Work out how many lines below contain "Gang". Provide only the figure.
:: Exercise material
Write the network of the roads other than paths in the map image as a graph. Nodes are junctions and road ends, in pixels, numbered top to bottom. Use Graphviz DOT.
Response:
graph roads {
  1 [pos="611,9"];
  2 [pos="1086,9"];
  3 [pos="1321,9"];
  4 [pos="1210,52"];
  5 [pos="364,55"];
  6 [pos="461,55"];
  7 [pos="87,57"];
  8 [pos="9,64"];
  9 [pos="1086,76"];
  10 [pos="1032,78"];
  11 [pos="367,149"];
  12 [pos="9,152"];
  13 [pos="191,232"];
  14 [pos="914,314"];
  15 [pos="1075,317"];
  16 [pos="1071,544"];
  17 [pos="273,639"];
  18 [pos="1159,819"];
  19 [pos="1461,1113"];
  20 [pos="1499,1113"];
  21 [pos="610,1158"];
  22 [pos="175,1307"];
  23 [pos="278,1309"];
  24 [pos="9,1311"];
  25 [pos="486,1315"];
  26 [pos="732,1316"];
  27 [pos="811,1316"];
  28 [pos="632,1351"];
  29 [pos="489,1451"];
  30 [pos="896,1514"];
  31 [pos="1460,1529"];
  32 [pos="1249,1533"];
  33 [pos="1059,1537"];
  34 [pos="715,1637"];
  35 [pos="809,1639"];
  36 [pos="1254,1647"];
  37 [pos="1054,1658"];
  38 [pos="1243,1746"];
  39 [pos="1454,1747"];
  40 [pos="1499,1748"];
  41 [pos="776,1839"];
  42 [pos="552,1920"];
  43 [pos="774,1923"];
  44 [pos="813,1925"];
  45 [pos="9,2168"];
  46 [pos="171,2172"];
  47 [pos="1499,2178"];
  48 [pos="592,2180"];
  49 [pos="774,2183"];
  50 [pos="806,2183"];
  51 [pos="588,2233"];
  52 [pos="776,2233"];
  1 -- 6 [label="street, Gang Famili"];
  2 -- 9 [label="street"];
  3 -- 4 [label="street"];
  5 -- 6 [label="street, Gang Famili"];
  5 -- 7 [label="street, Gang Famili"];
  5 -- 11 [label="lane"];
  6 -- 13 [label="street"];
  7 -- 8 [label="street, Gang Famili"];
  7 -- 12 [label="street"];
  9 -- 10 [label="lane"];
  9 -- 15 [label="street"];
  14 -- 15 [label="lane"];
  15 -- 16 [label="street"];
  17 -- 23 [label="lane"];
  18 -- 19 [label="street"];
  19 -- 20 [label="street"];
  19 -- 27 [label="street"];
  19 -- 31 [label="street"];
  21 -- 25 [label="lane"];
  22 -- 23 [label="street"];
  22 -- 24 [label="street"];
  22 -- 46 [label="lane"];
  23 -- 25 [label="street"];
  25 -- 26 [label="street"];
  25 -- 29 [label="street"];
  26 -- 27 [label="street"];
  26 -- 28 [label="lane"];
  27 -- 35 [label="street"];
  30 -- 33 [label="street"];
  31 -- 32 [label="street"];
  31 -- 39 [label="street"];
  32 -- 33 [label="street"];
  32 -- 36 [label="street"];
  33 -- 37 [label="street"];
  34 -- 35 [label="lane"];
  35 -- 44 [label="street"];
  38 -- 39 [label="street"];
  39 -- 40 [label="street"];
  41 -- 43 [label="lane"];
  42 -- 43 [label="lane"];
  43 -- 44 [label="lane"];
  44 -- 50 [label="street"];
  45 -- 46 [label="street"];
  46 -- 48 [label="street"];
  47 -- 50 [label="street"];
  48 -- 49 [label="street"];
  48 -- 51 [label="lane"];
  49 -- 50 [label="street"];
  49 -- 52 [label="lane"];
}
::::
Exercise response » 4